In a week of startling developments, some things still sound like they’re from The Onion. Or at least Harper’s Findings. They aren’t.
In a week of police riots capping decades of ethnic violence in a country torn asunder by authoritarianism, a dismal economy, and plague, police responding to a bee sting were attacked by a swarm of nearly 40,000 Africanized bees. Elsewhere, police “kettled” demonstrators and repeatedly charged at them, shoving them onto sidewalks, and striking them with batons.
Outside Olympic National Park, gun-toting locals cut down trees to surround and trap a family of campers, including the husband’s mom and their 16 year old daughter, on the pretext that they thought they were Antifa. An Alabama newspaper called for the Klan to “night ride again,” and Republicans wondered aloud whether the videotaped killing of George Floyd was staged.

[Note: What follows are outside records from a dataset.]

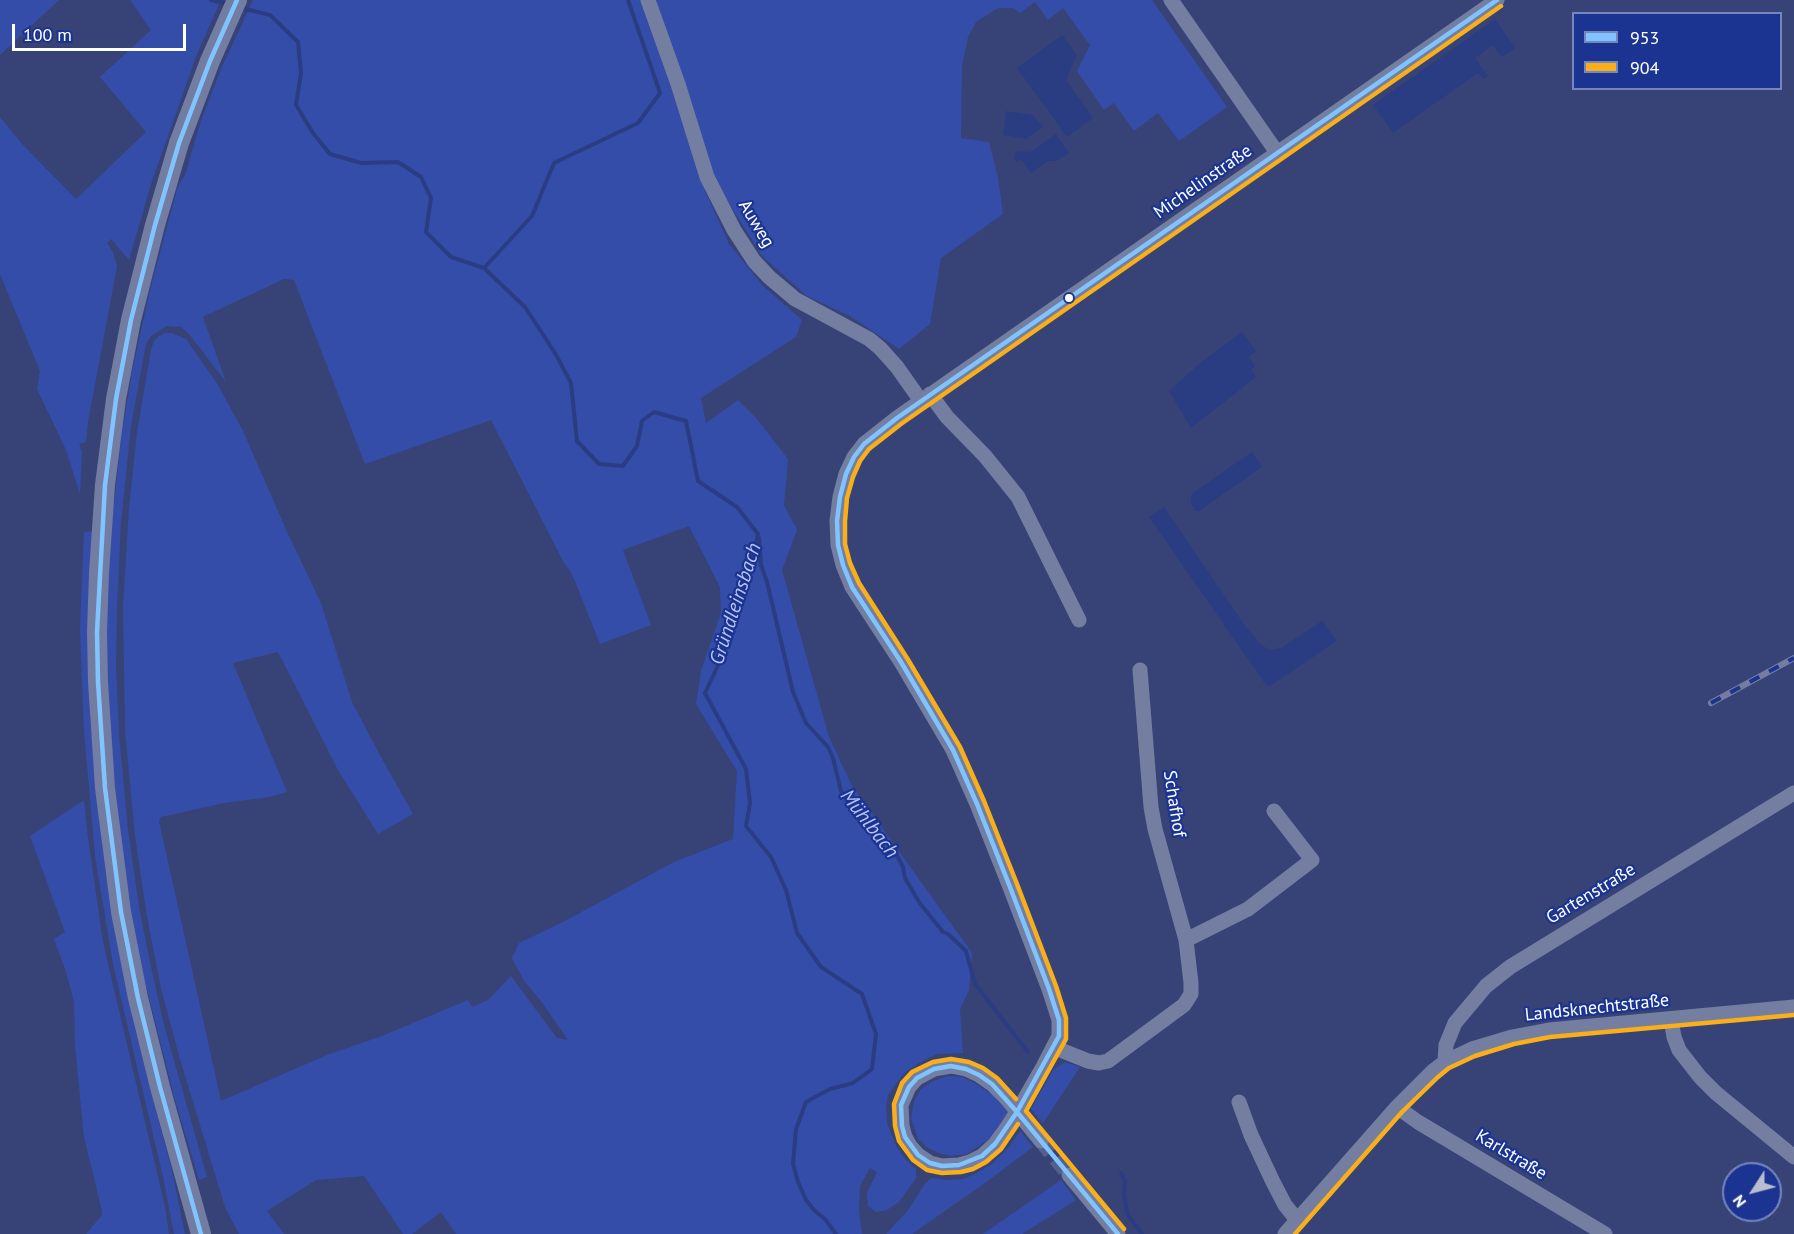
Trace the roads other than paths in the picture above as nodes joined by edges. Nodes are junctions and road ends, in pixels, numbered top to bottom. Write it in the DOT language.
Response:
graph roads {
  1 [pos="237,0"];
  2 [pos="648,0"];
  3 [pos="1171,0"];
  4 [pos="1497,0"];
  5 [pos="1278,154"];
  6 [pos="926,398"];
  7 [pos="1079,620"];
  8 [pos="1140,670"];
  9 [pos="1794,794"];
  10 [pos="1274,811"];
  11 [pos="1186,940"];
  12 [pos="1794,1007"];
  13 [pos="1671,1020"];
  14 [pos="1053,1047"];
  15 [pos="1445,1062"];
  16 [pos="1239,1102"];
  17 [pos="1397,1107"];
  18 [pos="1041,1141"];
  19 [pos="1794,1157"];
  20 [pos="1069,1175"];
  21 [pos="1297,1220"];
  22 [pos="201,1234"];
  23 [pos="1119,1234"];
  24 [pos="1285,1234"];
  25 [pos="1605,1234"];
  1 -- 22 [label="main road"];
  2 -- 6 [label="street, Auweg"];
  3 -- 5 [label="street"];
  4 -- 5 [label="street, Michelinstraße"];
  5 -- 6 [label="street, Michelinstraße"];
  6 -- 7 [label="street"];
  6 -- 14 [label="street, Michelinstraße"];
  8 -- 11 [label="street, Schafhof"];
  9 -- 15 [label="street, Gartenstraße"];
  10 -- 11 [label="street"];
  11 -- 14 [label="street, Schafhof"];
  12 -- 13 [label="street, Landsknechtstraße"];
  13 -- 15 [label="street, Landsknechtstraße"];
  13 -- 19 [label="street"];
  14 -- 18 [label="street, Michelinstraße"];
  15 -- 17 [label="street, Landsknechtstraße"];
  16 -- 21 [label="street"];
  17 -- 21 [label="street, Landsknechtstraße"];
  17 -- 25 [label="street, Karlstraße"];
  20 -- 23 [label="street"];
  21 -- 24 [label="street, Landsknechtstraße"];
}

As the country’s faltering president blamed Germany, China, and the World Health Organization for its ills, lightning struck the capital city’s most conspicuous monument. “It’s sad that the Americans don’t have a government that can get them coronavirus tests or even monthly checks to be able to feed their families,” said Charlotte Johnson, a 18-year-old Liberian student activist, who survived the Ebola pandemic.

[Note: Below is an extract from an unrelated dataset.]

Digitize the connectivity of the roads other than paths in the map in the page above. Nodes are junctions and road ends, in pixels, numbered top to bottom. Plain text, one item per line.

Meanwhile, the Wall Street Journal reported that the results are in for remote learning: It didn’t work.
And in my local news on Sunday 7th June in Bristol, UK, thousands of protesters pulled down the statue of 17th century slave trader, Edward Colston, and through it in the river.
https://www.theguardian.com/uk-news/2020/jun/07/blm-protesters-topple-statue-of-bristol-slave-trader-edward-colston
Yes, we could say more generally: the world, surprisingly, not only paid attention but responded.
And for a more accurate summary of the week, there’s always
Heather Cox Richardson.
The New York Times reported that many police lied.